--- DATA ---

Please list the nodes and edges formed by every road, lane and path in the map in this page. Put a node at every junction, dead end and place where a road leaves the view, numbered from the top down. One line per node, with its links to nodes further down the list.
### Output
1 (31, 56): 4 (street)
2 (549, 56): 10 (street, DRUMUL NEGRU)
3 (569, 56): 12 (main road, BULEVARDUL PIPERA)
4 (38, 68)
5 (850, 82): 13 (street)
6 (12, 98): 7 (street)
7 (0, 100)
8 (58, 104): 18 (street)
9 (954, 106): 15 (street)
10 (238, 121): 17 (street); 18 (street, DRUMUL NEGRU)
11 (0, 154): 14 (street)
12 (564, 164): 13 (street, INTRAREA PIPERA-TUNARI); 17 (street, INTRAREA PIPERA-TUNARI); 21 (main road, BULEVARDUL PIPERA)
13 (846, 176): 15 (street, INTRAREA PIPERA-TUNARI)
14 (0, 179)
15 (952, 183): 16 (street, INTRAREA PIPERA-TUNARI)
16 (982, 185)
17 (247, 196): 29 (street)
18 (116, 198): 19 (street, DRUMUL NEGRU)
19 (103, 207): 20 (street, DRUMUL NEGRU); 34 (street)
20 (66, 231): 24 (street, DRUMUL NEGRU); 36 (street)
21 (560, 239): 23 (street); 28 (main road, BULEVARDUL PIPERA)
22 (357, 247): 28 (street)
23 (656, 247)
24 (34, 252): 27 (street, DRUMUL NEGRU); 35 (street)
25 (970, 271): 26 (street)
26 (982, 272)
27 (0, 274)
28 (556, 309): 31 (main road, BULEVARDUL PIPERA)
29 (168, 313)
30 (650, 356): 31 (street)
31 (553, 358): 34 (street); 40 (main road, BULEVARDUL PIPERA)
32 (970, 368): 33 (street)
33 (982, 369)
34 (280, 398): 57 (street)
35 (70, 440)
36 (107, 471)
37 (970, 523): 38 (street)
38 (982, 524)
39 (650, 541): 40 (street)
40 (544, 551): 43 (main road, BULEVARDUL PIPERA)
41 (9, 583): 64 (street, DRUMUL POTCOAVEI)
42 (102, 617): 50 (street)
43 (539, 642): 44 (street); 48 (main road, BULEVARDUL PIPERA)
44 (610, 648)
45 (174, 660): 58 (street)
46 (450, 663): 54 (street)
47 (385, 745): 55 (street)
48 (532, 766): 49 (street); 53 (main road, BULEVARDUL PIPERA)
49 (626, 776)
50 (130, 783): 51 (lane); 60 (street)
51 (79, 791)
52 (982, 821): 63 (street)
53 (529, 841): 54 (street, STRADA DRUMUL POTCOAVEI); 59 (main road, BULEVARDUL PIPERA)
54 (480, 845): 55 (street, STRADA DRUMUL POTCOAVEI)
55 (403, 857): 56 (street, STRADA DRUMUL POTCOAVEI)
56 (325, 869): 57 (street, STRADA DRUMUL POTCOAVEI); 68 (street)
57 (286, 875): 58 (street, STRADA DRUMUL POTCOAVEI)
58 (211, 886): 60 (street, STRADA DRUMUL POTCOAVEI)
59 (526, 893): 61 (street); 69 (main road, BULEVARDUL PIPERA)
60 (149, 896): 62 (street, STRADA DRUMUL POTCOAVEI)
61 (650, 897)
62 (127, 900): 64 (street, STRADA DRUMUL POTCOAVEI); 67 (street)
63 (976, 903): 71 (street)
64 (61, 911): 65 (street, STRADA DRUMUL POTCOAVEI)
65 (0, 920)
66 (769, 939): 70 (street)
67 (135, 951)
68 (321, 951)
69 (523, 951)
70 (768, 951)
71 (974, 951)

---

» **TASK STATEMENT**: Output the data above without altering a line.

» **ANSWER FOR THE TASK**:
Please list the nodes and edges formed by every road, lane and path in the map in this page. Put a node at every junction, dead end and place where a road leaves the view, numbered from the top down. One line per node, with its links to nodes further down the list.
### Output
1 (31, 56): 4 (street)
2 (549, 56): 10 (street, DRUMUL NEGRU)
3 (569, 56): 12 (main road, BULEVARDUL PIPERA)
4 (38, 68)
5 (850, 82): 13 (street)
6 (12, 98): 7 (street)
7 (0, 100)
8 (58, 104): 18 (street)
9 (954, 106): 15 (street)
10 (238, 121): 17 (street); 18 (street, DRUMUL NEGRU)
11 (0, 154): 14 (street)
12 (564, 164): 13 (street, INTRAREA PIPERA-TUNARI); 17 (street, INTRAREA PIPERA-TUNARI); 21 (main road, BULEVARDUL PIPERA)
13 (846, 176): 15 (street, INTRAREA PIPERA-TUNARI)
14 (0, 179)
15 (952, 183): 16 (street, INTRAREA PIPERA-TUNARI)
16 (982, 185)
17 (247, 196): 29 (street)
18 (116, 198): 19 (street, DRUMUL NEGRU)
19 (103, 207): 20 (street, DRUMUL NEGRU); 34 (street)
20 (66, 231): 24 (street, DRUMUL NEGRU); 36 (street)
21 (560, 239): 23 (street); 28 (main road, BULEVARDUL PIPERA)
22 (357, 247): 28 (street)
23 (656, 247)
24 (34, 252): 27 (street, DRUMUL NEGRU); 35 (street)
25 (970, 271): 26 (street)
26 (982, 272)
27 (0, 274)
28 (556, 309): 31 (main road, BULEVARDUL PIPERA)
29 (168, 313)
30 (650, 356): 31 (street)
31 (553, 358): 34 (street); 40 (main road, BULEVARDUL PIPERA)
32 (970, 368): 33 (street)
33 (982, 369)
34 (280, 398): 57 (street)
35 (70, 440)
36 (107, 471)
37 (970, 523): 38 (street)
38 (982, 524)
39 (650, 541): 40 (street)
40 (544, 551): 43 (main road, BULEVARDUL PIPERA)
41 (9, 583): 64 (street, DRUMUL POTCOAVEI)
42 (102, 617): 50 (street)
43 (539, 642): 44 (street); 48 (main road, BULEVARDUL PIPERA)
44 (610, 648)
45 (174, 660): 58 (street)
46 (450, 663): 54 (street)
47 (385, 745): 55 (street)
48 (532, 766): 49 (street); 53 (main road, BULEVARDUL PIPERA)
49 (626, 776)
50 (130, 783): 51 (lane); 60 (street)
51 (79, 791)
52 (982, 821): 63 (street)
53 (529, 841): 54 (street, STRADA DRUMUL POTCOAVEI); 59 (main road, BULEVARDUL PIPERA)
54 (480, 845): 55 (street, STRADA DRUMUL POTCOAVEI)
55 (403, 857): 56 (street, STRADA DRUMUL POTCOAVEI)
56 (325, 869): 57 (street, STRADA DRUMUL POTCOAVEI); 68 (street)
57 (286, 875): 58 (street, STRADA DRUMUL POTCOAVEI)
58 (211, 886): 60 (street, STRADA DRUMUL POTCOAVEI)
59 (526, 893): 61 (street); 69 (main road, BULEVARDUL PIPERA)
60 (149, 896): 62 (street, STRADA DRUMUL POTCOAVEI)
61 (650, 897)
62 (127, 900): 64 (street, STRADA DRUMUL POTCOAVEI); 67 (street)
63 (976, 903): 71 (street)
64 (61, 911): 65 (street, STRADA DRUMUL POTCOAVEI)
65 (0, 920)
66 (769, 939): 70 (street)
67 (135, 951)
68 (321, 951)
69 (523, 951)
70 (768, 951)
71 (974, 951)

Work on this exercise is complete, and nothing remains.